Protect Your Business from Chargebacks with Noda
In 2023, 2.8% of online orders for mid-market companies worldwide resulted in chargebacks, while the rate was slightly lower at 2.4% for small and midsize businesses. If you're a merchant, these figures might not surprise you. Chargebacks are a common challenge, and it's likely that you want to avoid them at all costs.
Understanding the differences between chargebacks and disputes is crucial for managing your business effectively. While both processes involve a customer questioning a charge placed on their card, the similarities end there.
Disputes represent a direct communication channel between merchants and customers, offering an opportunity for resolution. Chargebacks, on the other hand, are complex processes involving banks or card networks that can significantly impact your business through fees and penalties.
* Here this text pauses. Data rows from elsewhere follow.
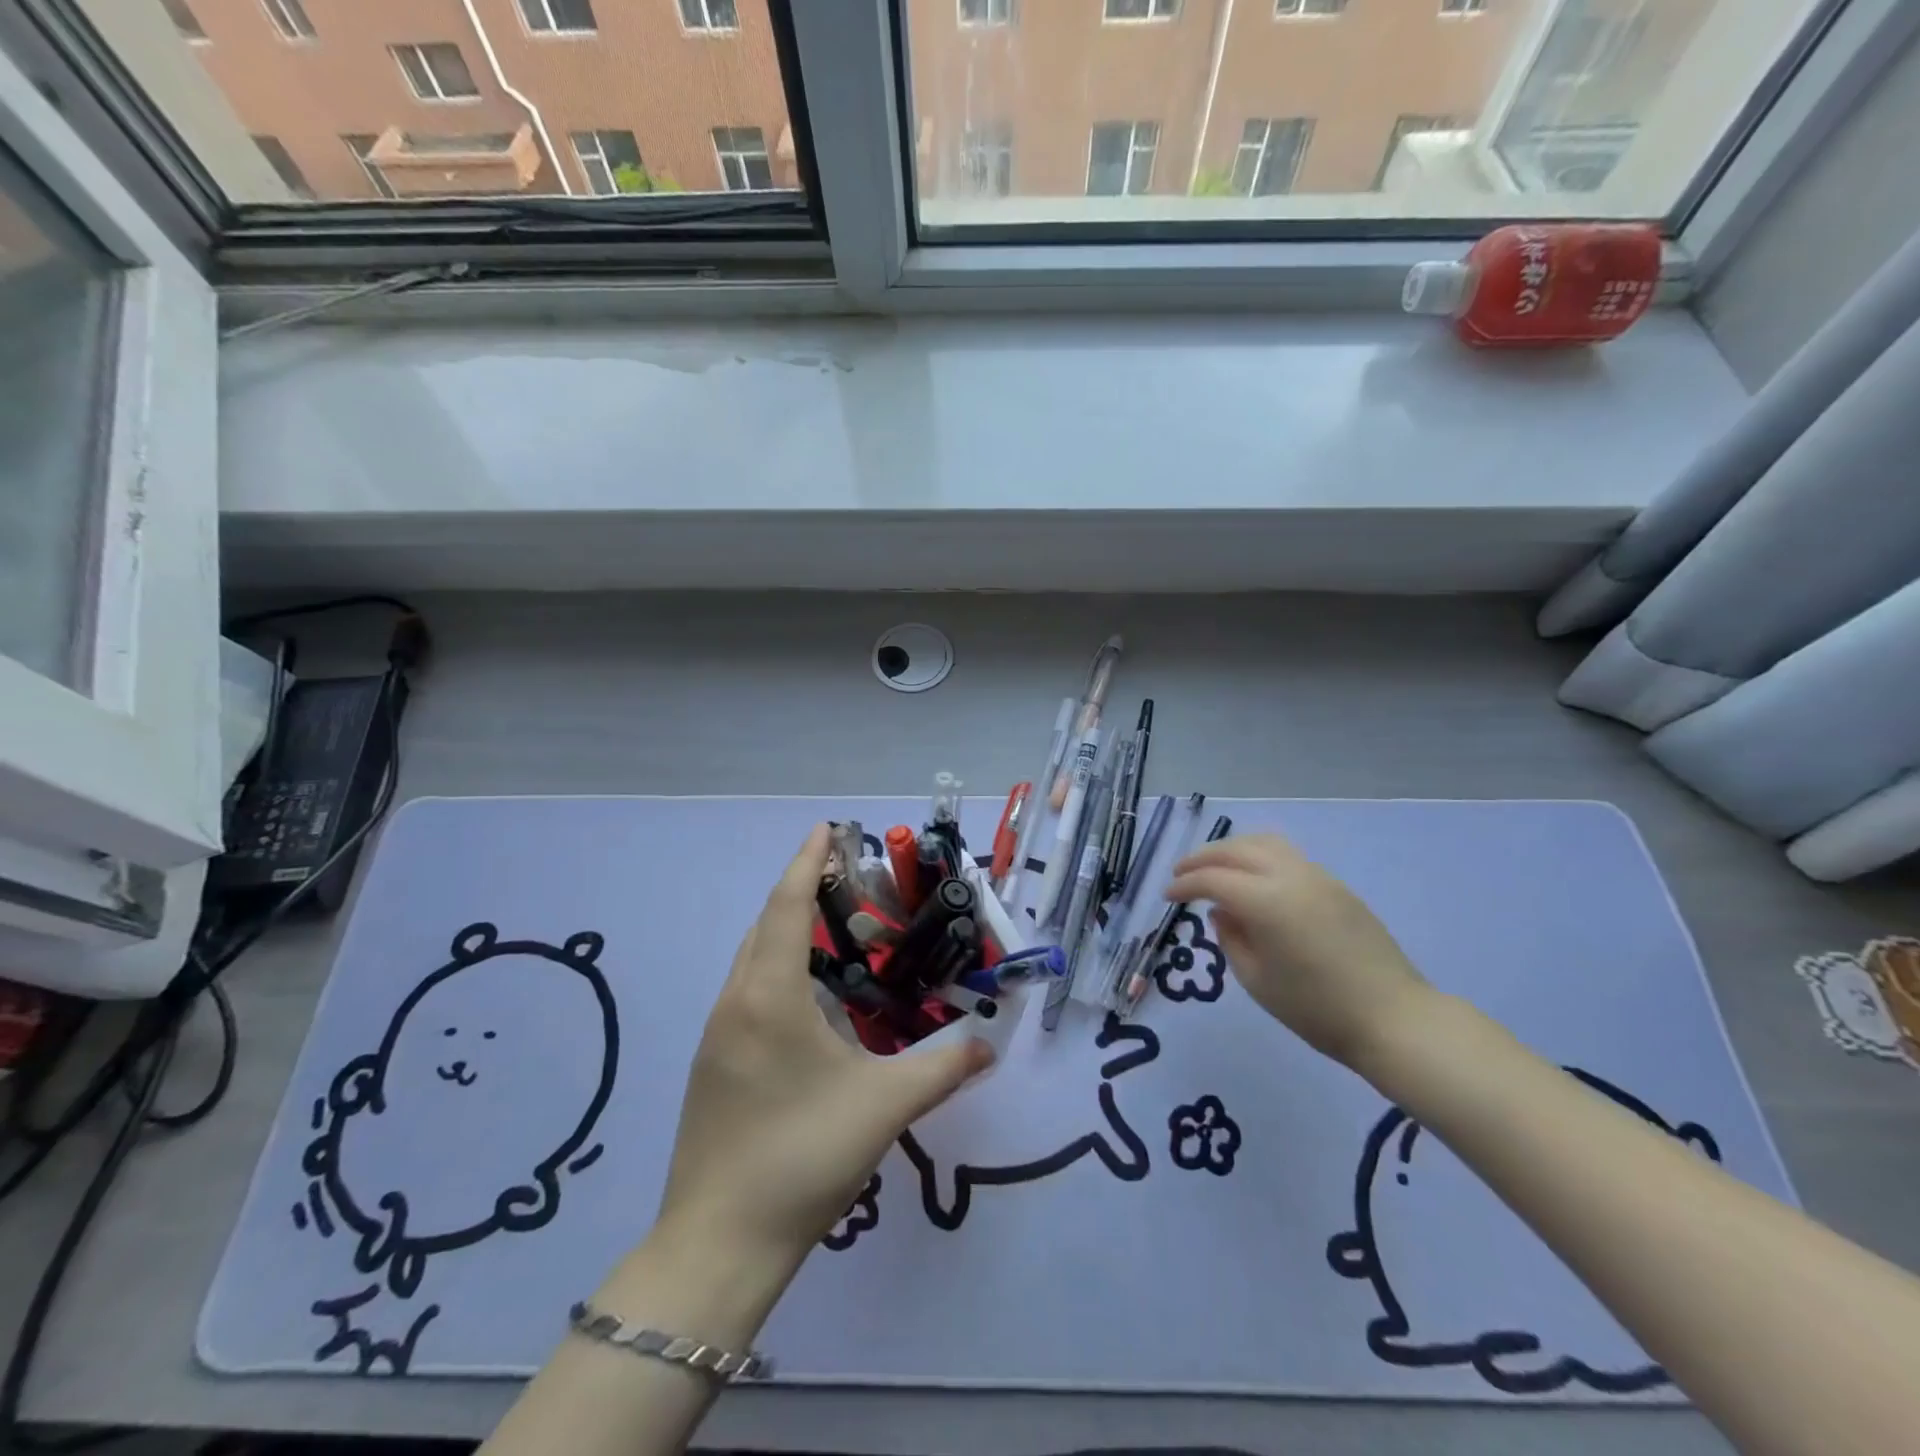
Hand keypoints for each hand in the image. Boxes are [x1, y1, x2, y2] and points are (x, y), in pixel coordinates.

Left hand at [655, 824, 992, 1265]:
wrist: (718, 1244)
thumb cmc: (802, 1157)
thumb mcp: (884, 1106)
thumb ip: (943, 1068)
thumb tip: (988, 1046)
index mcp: (771, 996)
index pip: (788, 906)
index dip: (807, 862)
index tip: (826, 828)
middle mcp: (737, 1001)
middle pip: (766, 923)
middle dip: (801, 888)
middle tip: (846, 876)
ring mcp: (717, 1034)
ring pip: (752, 957)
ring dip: (786, 928)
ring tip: (833, 926)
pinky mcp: (713, 1063)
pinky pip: (747, 989)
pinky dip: (776, 965)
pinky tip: (808, 994)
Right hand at [1164, 833, 1430, 1069]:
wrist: (1394, 1019)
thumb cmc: (1316, 1008)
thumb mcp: (1256, 980)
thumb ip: (1230, 938)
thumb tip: (1221, 912)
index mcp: (1266, 900)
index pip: (1213, 879)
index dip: (1185, 884)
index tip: (1167, 896)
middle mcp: (1290, 876)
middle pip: (1236, 850)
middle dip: (1203, 858)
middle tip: (1181, 873)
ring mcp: (1317, 877)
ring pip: (1264, 843)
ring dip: (1232, 850)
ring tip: (1215, 867)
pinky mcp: (1336, 886)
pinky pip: (1288, 856)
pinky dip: (1259, 857)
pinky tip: (1253, 880)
In this guide, we'll explore the differences between chargebacks and disputes, provide strategies for managing them, and introduce how open banking can help you eliminate chargebacks.
Understanding the Basics
What is a Dispute?
A dispute arises when a customer questions a transaction on their statement due to dissatisfaction with a product or service or other concerns. This process often involves banks or card networks, as it is initiated by the customer through their issuing bank rather than directly with the merchant.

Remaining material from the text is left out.